The terminology and abbreviations used in this page and the two associated program pages are adapted from diverse sources, and may not be the same as in other publications. Users should be aware of this peculiarity when comparing these pages with other sources of information. These are chosen to prefer clarity over brevity, hoping that, by doing so, the inexperienced will be less confused. In particular, the following should be noted.

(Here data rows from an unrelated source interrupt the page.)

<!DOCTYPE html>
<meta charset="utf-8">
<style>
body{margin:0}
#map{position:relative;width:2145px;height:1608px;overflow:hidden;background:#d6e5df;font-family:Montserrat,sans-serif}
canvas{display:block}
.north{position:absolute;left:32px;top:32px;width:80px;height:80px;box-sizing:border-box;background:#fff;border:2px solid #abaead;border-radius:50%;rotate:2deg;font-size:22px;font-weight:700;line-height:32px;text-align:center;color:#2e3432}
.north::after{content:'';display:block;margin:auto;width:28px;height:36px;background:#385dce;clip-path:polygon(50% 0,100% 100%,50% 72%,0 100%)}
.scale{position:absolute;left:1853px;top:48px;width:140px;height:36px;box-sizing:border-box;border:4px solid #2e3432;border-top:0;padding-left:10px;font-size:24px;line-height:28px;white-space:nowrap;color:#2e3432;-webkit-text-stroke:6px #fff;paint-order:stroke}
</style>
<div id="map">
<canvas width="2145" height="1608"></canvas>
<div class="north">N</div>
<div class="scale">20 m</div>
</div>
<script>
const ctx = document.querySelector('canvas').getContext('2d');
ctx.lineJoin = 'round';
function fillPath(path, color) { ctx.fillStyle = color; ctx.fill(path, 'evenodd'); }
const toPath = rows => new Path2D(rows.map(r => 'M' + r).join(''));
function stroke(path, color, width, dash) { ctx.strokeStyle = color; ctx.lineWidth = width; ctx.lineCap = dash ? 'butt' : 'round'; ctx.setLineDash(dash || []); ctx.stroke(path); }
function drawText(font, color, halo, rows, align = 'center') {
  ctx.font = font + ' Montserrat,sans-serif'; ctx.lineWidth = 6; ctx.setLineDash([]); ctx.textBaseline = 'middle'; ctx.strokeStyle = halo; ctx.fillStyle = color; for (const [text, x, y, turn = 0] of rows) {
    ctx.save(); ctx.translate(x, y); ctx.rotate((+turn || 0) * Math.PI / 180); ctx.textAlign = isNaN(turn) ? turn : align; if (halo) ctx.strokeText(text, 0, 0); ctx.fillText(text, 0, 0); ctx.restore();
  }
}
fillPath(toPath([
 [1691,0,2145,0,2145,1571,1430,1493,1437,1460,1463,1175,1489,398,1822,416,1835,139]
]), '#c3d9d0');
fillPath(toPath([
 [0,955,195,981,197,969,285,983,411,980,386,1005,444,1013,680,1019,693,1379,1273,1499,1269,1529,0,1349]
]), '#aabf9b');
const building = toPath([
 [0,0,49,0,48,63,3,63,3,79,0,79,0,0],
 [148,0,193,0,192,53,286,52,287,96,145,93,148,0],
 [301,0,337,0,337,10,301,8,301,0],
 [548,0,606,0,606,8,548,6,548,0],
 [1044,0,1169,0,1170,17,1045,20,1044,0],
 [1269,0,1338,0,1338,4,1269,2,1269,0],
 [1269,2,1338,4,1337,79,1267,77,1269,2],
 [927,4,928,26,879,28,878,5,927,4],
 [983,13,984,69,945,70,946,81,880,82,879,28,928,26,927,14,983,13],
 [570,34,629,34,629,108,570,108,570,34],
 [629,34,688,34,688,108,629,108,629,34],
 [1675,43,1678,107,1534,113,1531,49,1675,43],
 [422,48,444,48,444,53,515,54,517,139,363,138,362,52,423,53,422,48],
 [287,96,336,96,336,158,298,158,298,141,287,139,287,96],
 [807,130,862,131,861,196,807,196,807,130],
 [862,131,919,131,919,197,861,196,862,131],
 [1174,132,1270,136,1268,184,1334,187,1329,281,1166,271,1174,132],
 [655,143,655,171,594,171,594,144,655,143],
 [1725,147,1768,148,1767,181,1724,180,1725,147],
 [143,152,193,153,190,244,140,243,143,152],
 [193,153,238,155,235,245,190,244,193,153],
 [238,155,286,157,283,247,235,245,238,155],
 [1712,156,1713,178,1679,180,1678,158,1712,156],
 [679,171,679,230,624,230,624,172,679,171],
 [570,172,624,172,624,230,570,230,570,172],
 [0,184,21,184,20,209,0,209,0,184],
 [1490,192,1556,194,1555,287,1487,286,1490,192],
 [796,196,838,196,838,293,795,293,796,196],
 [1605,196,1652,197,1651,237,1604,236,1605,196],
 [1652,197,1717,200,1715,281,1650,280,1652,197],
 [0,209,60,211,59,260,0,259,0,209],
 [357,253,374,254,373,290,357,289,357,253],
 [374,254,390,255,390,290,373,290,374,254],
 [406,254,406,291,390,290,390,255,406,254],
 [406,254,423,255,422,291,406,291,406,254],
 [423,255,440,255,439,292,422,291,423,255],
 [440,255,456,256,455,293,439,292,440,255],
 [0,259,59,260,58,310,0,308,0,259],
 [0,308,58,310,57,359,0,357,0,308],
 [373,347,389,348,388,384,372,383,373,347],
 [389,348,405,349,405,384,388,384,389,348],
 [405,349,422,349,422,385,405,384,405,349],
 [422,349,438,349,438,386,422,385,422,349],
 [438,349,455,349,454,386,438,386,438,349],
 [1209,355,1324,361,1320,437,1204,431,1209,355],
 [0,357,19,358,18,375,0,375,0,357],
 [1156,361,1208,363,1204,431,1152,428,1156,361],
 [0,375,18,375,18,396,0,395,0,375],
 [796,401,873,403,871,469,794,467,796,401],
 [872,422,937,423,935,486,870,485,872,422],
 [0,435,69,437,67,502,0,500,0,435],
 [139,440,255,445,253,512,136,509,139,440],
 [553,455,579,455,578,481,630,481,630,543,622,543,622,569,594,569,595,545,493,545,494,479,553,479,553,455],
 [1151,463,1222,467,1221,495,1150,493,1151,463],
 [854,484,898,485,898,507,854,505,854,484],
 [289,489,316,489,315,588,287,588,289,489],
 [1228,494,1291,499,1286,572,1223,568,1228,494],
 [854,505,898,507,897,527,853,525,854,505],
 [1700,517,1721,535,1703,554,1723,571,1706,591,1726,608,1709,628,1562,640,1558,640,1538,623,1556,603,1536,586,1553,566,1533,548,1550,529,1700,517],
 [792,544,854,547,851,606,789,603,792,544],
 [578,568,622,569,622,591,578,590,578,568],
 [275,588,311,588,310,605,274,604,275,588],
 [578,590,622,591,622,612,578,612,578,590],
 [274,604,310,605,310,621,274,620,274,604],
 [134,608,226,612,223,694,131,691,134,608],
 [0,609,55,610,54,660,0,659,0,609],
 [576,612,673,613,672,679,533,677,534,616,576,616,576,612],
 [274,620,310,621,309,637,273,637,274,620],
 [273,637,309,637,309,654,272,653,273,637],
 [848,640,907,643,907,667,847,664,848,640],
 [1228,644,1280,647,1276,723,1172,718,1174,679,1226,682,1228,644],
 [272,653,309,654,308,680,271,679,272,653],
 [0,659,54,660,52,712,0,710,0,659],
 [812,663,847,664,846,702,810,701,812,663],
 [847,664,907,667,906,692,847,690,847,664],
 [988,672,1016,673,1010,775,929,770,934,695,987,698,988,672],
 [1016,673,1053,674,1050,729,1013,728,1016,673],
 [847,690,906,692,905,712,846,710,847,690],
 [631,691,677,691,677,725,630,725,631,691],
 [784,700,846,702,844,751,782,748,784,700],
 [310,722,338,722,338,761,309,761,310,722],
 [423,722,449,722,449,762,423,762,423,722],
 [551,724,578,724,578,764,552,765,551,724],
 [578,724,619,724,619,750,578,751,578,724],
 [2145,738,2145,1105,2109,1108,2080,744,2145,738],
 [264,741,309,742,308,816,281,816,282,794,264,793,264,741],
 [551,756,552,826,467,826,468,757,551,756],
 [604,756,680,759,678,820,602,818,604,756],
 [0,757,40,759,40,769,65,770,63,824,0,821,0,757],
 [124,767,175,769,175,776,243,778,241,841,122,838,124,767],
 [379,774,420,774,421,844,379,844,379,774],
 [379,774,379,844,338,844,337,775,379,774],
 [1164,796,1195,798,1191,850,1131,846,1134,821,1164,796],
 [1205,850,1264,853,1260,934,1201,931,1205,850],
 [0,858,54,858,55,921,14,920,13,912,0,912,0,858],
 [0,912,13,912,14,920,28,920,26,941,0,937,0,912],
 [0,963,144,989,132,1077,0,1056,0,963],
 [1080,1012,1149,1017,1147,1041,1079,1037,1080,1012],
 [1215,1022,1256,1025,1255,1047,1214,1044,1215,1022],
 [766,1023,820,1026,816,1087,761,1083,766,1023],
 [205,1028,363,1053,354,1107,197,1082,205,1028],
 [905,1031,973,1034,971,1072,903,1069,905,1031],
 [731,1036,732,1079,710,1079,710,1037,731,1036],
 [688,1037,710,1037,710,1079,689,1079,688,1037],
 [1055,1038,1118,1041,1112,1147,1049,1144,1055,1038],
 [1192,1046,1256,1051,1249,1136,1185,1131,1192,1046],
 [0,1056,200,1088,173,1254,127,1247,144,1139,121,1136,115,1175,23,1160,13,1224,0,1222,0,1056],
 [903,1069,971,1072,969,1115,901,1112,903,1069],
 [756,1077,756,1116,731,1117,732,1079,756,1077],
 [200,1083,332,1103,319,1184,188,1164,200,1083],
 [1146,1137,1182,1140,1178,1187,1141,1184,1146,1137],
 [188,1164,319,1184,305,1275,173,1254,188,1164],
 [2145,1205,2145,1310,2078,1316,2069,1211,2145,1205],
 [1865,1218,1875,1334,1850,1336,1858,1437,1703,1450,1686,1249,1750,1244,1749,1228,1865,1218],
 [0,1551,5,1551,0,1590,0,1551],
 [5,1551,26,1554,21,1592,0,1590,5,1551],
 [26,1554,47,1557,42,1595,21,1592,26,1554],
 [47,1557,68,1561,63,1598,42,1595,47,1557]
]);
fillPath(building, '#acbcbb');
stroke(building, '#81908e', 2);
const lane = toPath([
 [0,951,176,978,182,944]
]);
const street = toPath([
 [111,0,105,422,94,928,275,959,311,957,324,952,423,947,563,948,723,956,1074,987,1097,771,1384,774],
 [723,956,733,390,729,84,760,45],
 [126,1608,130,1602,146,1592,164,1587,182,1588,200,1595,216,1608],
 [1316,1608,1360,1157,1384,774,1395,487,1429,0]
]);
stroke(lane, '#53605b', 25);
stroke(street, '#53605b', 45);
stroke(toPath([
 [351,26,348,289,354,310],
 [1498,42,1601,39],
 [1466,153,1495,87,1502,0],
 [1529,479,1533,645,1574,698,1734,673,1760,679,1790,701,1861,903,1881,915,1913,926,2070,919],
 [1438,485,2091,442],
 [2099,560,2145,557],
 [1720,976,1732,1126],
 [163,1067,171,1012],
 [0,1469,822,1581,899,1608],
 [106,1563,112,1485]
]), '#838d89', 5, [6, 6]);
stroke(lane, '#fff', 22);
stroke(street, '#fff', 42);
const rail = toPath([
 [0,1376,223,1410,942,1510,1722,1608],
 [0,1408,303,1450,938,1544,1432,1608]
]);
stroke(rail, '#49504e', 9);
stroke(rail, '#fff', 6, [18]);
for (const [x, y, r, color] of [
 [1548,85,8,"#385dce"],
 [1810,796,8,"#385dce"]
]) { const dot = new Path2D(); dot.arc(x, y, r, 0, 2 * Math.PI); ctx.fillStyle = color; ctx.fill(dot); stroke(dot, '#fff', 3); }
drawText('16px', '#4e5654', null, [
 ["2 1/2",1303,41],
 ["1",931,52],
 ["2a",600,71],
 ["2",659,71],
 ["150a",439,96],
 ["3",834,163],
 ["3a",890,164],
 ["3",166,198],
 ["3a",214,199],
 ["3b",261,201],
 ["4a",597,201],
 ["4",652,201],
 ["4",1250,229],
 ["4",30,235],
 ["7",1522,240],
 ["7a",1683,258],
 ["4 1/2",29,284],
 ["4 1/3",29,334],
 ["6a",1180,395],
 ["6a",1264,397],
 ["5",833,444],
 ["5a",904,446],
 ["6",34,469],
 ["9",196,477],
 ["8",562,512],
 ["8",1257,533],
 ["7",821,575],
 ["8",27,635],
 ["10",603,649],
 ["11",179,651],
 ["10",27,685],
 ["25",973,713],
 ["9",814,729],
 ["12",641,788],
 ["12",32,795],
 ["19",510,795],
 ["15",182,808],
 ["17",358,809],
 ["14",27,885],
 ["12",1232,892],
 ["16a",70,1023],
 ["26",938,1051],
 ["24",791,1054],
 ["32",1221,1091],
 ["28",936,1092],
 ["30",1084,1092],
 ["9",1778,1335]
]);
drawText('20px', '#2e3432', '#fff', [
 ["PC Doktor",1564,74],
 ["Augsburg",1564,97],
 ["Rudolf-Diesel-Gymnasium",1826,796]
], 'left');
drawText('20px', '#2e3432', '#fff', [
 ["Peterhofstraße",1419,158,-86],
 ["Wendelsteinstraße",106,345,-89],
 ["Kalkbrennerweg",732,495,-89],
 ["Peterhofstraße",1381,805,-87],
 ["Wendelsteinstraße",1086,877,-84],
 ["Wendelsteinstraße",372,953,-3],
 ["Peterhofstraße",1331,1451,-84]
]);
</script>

• Predictor is a conceptual term representing things used to predict. and no abbreviation is provided in these pages. In other publications, a variety of terms and abbreviations, such as independent variable, x, j, are used
• Attribute is the value of a predictor, and abbreviated as a. In other publication, predictor, independent variable, x, j, and so on are used
• Pattern is an array of attributes, and abbreviated as p, one from each predictor, and is used only in the Naive Bayes model. In other publication, predictor, independent variable, x, j, and so on are used
• Outcome is used bothe as a concept of things to predict, and also as the values (probability) predicted, and is abreviated as o.In other publication, dependent variable, a posteriori, posterior probability, y, z, θ are used
• The abbreviation P(x|y), representing the probability of x given y, generally known as conditional probability, is the same in these pages as in most publications. However, in most publications, the same abbreviations are used (with different letters) to represent different types of conditional probabilities, while in these pages
• P(a|o) and P(p|o) represent probability of attribute or pattern given outcome. Other publications use P(x|y), P(x|θ), or names of predictors and outcomes
• P(o|a) and P(o|a) represent probability of outcome given attribute or pattern, without consideration of a priori or cost. Other publications use P(y|x), P(θ|x), or names of predictors and outcomes This represents Maximum Likelihood, a term used in these pages as in most publications
• πP(o|a) and πP(o|a) represent Bayesean Probability, with π representing a priori probability. The term is an old one (see references), and used in these pages to distinguish it from Maximum Likelihood. In most publications the same abbreviation as Maximum Likelihood is used, and what the abbreviation means depends on the context described.
• CπP(o|a) and CπP(o|a) represent Bayesean Probability with cost adjustment. The concept and term are old (see references), and it is difficult to find reference to this in more recent publications. This is included in these pages in case any user should wish to use it, but in most cases, costs need not be set.